The decision for space closure was chosen because of the mesial positioning of the maxillary left lateral incisor, the marked Class II relationship on the left side, and the potential to maintain the bone and the periodontium by the mesial movement of the adjacent teeth.
Treatment progress
After explaining the options, we decided on space closure and mesial movement of the maxillary left lateral incisor and posterior segments. Initially, we placed bands on the maxillary and mandibular first molars and bonded brackets on the remaining teeth. The bracket on the maxillary left lateral incisor was bonded with a slight mesio-cervical inclination to allow mesial movement of the root. The patient was referred for extraction of the maxillary right first premolar and left central incisor soon after placement of the maxillary appliances.
Alignment and leveling were performed by using 0.014-, 0.016-, and 0.018-in nickel-titanium archwires, followed by 0.018- and 0.020-in stainless steel archwires. The canine relationship on the right side was corrected by distal movement of the maxillary right canine with elastomeric chains. Open coils were placed between the maxillary left lateral incisor and the canine, and between the maxillary left canine and the first premolar for anterior space closure, combined with Class II elastics on the right side and Class III elastics on the left side. After closure of the anterior space, the residual space mesial to the molar on the left side was reduced by using chain elastics and a protraction facemask.
A lingual arch was placed in the mandibular arch, followed by interproximal stripping of the mandibular anterior teeth. Alignment and leveling were then performed with 0.014-, 0.016-, and 0.018-in nickel-titanium archwires and a 0.020-in stainless steel archwire. The treatment was finalized by using 0.019 × 0.025-in rectangular stainless steel archwires.

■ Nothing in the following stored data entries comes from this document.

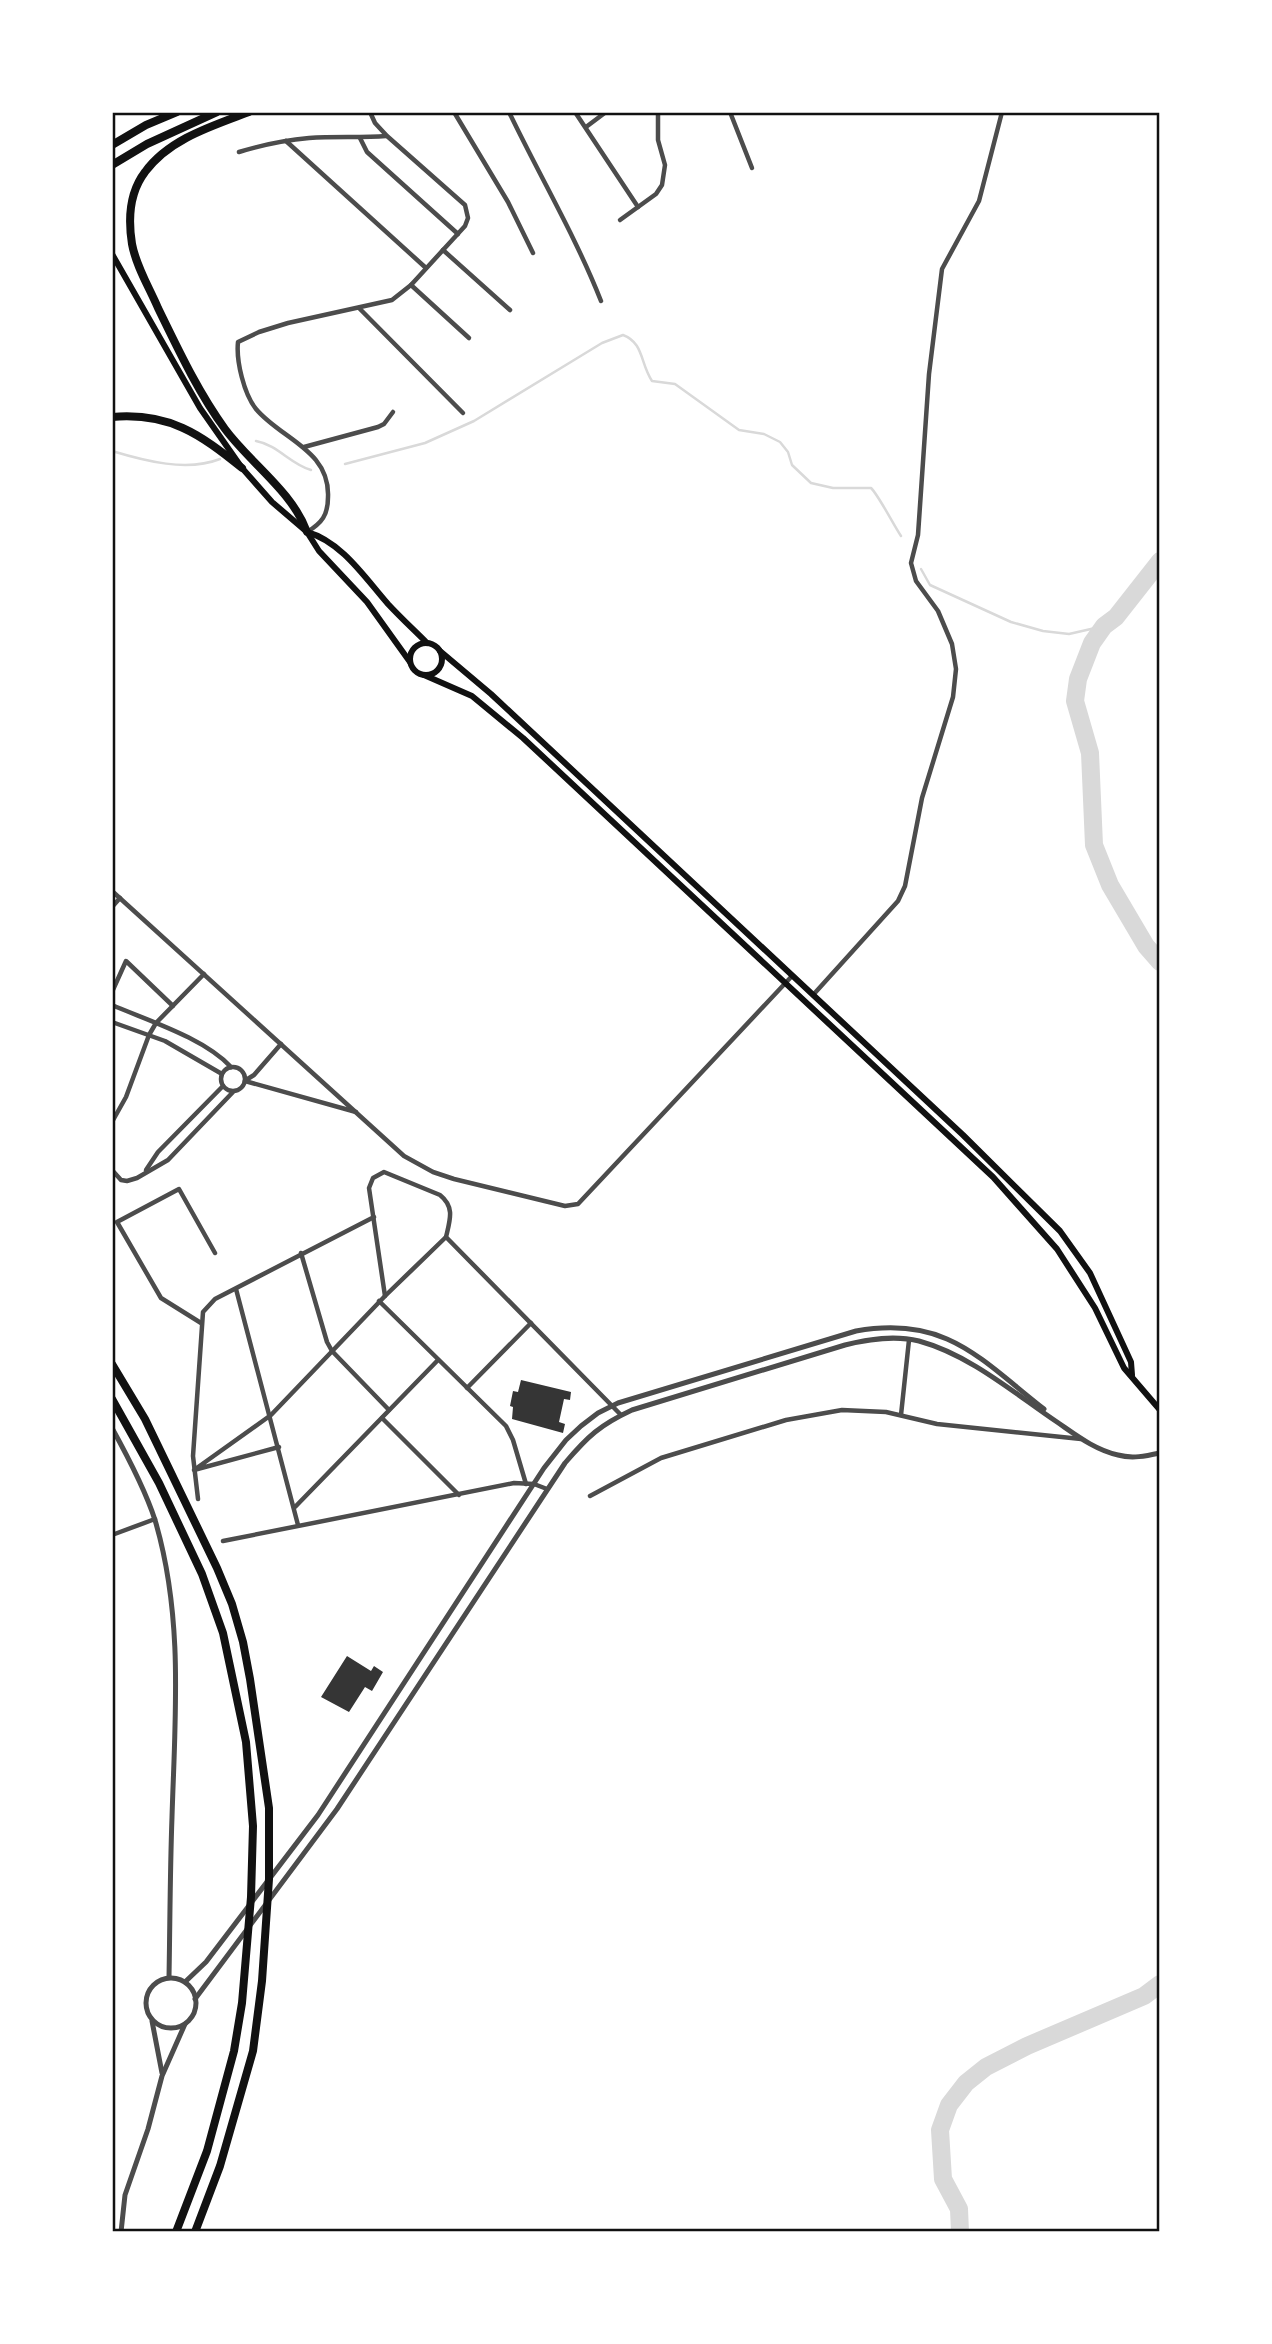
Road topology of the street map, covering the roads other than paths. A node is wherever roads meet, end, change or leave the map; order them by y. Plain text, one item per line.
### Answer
1 (177, 112) edge
2 (217, 112) edge
3 (249, 112) edge
4 (370, 112) edge
5 (454, 112) edge
6 (509, 112) edge
7 (575, 112) edge
8 (606, 112) edge
9 (658, 112) edge
10 (730, 112) edge
11 (1002, 112) edge
12 (586, 127) junction
13 (387, 136) junction
14 (360, 138) junction
15 (286, 141) junction
16 (112, 145) edge
17 (239, 152) dead end
18 (112, 164) edge
19 (752, 167) dead end
20 (638, 206) junction
21 (620, 220) dead end
22 (458, 234) junction
23 (443, 250) junction
24 (533, 253) dead end
25 (112, 254) edge
26 (426, 268) junction
27 (411, 285) junction
28 (601, 301) dead end
29 (359, 308) junction
30 (510, 310) dead end
31 (469, 338) dead end
32 (393, 412) dead end
33 (463, 412) dead end
34 (112, 417) edge
35 (304, 447) junction
36 (242, 468) junction
37 (307, 533) junction
38 (427, 643) junction
39 (440, 650) junction
40 (410, 662) junction
41 (424, 675) junction
42 (112, 891) edge
43 (120, 898) junction
44 (112, 908) edge
45 (204, 974) junction
46 (792, 976) junction
47 (786, 983) junction
48 (112, 992) edge
49 (813, 995) junction
50 (112, 1005) edge
51 (173, 1006) junction
52 (112, 1022) edge
53 (156, 1023) junction
54 (149, 1035) junction
55 (282, 1044) junction
56 (231, 1067) junction
57 (222, 1074) junction
58 (245, 1081) junction
59 (223, 1086) junction
60 (233, 1092) junction
61 (358, 1113) junction
62 (112, 1122) edge
63 (112, 1170) edge
64 (146, 1171) junction
65 (374, 1217) junction
66 (446, 1237) junction
67 (215, 1253) dead end
68 (301, 1253) junction
69 (236, 1289) junction
70 (384, 1296) junction
71 (379, 1301) junction
72 (201, 1323) junction
73 (531, 1323) junction
74 (909, 1340) junction
75 (332, 1351) junction
76 (438, 1360) junction
77 (112, 1364) edge
78 (1132, 1375) junction
79 (467, 1388) junction
80 (112, 1399) edge
81 (612, 1406) junction
82 (389, 1410) junction
83 (1160, 1410) edge
84 (271, 1415) junction
85 (621, 1415) junction
86 (901, 1415) junction
87 (382, 1418) junction
88 (112, 1428) edge
89 (1082, 1439) junction
90 (279, 1447) junction
91 (1160, 1453) edge
92 (194, 1470) junction
93 (526, 1484) junction
94 (534, 1484) junction
95 (547, 1489) junction
96 (459, 1496) junction
97 (590, 1496) dead end
98 (198, 1499) dead end
99 (295, 1508) junction
100 (155, 1520) junction
101 (298, 1525) junction
102 (112, 1535) edge
103 (223, 1541) dead end
104 (169, 1978) junction
105 (186, 1982) junction
106 (195, 1999) junction
107 (151, 2018) junction
108 (185, 2024) junction
109 (162, 2076) junction
110 (121, 2232) edge
111 (176, 2232) edge
112 (195, 2232) edge

1 - 16 highway
2 - 18 highway
3 - 37 highway
4 - 13 street
5 - 24 street
6 - 28 street
7 - 12 street
8 - 12 street
9 - 20 street
10 - 19 street
11 - 49 street
12 - 20 street
13 - 14 street
13 - 22 street
14 - 15 street
14 - 22 street
15 - 17 street
15 - 26 street
20 - 21 street
22 - 23 street
23 - 26 street
23 - 30 street
25 - 36 main road
26 - 27 street
27 - 29 street
27 - 31 street
29 - 33 street
29 - 35 street
32 - 35 street
34 - 36 highway
35 - 37 street
36 - 37 main road
37 - 38 main road
37 - 40 main road
38 - 39 main road
38 - 40 main road
39 - 41 main road
39 - 46 main road
40 - 41 main road
41 - 47 main road
42 - 43 street
43 - 44 street
43 - 45 street
45 - 51 street
45 - 55 street
46 - 47 street
46 - 49 main road
47 - 61 street
47 - 78 main road
48 - 51 street
49 - 78 main road
50 - 53 street
51 - 53 street
52 - 54 street
53 - 54 street
53 - 56 street
54 - 57 street
54 - 62 street
55 - 58 street
55 - 61 street
56 - 57 street
56 - 58 street
57 - 59 street
58 - 60 street
58 - 61 street
59 - 60 street
59 - 64 street
60 - 64 street
63 - 64 street
65 - 66 street
65 - 68 street
65 - 70 street
66 - 70 street
66 - 73 street
67 - 72 street
68 - 69 street
68 - 75 street
69 - 72 street
69 - 84 street
70 - 71 street
71 - 75 street
71 - 76 street
72 - 92 street
73 - 79 street
73 - 81 street
74 - 85 street
74 - 86 street
74 - 89 street
75 - 82 street
75 - 84 street
76 - 79 street
76 - 82 street
77 - 112 highway
78 - 83 main road
79 - 93 street
80 - 111 highway
81 - 85 street
81 - 89 street
81 - 94 street
82 - 87 street
84 - 90 street
84 - 92 street
85 - 95 street
86 - 89 street
86 - 97 street
87 - 96 street
87 - 99 street
88 - 100 street
89 - 91 street
90 - 92 street
90 - 99 street
92 - 98 street
93 - 94 street
93 - 96 street
94 - 95 street
94 - 105 street
95 - 106 street
96 - 101 street
99 - 101 street
100 - 102 street
100 - 104 street
101 - 103 street
104 - 105 street
104 - 107 street
105 - 106 street
106 - 108 street
107 - 108 street
107 - 109 street
108 - 109 street
109 - 110 street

After treatment completion, the maxillary appliances were removed, and the patient was referred for esthetic restoration of the maxillary anterior teeth with composite resin. Since we believed that gingival recontouring would be required after reconstruction of the maxillary left lateral incisor, gingival surgery was not immediately recommended. The gingival margin level would change after the tooth was recontoured.
Treatment results
The treatment response was considered excellent because of maintenance of facial harmony and good dental leveling with an acceptable gingival contour ( Fig 4 ). Class II molar and Class I canine relationships were maintained on both sides. On the left side, occlusal adjustment was performed by grinding the palatal cusp of the maxillary left first premolar that functioned as a canine. The incisal edge and the buccal convexity of the maxillary left canine were reduced to favor the function of a lateral incisor. The patient was referred for restoration of the maxillary left lateral incisor, by adding composite resin on the mesial, distal, and incisal aspects to achieve the esthetic appearance of the contralateral maxillary right central incisor ( Figs 4 and 5 ).